[Records from a data collection]
== == ==

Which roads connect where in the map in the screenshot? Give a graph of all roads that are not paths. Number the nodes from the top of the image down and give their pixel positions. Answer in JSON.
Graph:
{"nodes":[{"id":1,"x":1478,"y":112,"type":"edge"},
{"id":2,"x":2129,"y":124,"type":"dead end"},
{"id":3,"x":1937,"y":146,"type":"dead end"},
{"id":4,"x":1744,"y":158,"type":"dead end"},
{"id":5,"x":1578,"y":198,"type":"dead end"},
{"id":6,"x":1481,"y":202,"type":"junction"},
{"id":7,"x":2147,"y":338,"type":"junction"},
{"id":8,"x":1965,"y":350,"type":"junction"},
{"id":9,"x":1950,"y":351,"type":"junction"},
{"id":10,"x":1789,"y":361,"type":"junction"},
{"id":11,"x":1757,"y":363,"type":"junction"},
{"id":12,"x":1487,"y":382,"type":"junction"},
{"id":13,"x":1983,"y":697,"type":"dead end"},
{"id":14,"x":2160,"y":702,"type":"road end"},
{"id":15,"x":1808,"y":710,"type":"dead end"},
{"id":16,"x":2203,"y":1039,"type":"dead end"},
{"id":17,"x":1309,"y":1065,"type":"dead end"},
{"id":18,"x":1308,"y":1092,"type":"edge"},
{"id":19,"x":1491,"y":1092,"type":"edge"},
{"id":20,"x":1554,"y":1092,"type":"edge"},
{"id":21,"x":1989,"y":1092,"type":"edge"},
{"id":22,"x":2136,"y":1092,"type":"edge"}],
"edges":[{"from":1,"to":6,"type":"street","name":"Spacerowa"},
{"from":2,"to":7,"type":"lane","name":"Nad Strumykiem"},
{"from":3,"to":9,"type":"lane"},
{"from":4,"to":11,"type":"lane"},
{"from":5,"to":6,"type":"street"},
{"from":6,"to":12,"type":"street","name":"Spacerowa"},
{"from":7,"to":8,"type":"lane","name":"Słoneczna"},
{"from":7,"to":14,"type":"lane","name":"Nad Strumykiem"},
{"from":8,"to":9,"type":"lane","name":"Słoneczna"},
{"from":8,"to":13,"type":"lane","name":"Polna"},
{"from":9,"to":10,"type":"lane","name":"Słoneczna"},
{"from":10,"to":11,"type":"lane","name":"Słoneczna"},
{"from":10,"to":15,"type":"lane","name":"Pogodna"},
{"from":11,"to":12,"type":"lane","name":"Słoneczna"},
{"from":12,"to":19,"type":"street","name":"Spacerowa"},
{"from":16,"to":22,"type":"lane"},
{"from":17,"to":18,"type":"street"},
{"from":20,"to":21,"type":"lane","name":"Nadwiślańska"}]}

== == ==

## EXERCISE DETAILS
Copy every line from the records above that contains the string "Strumykiem".

## REPLY
{"from":2,"to":7,"type":"lane","name":"Nad Strumykiem"},
{"from":7,"to":14,"type":"lane","name":"Nad Strumykiem"},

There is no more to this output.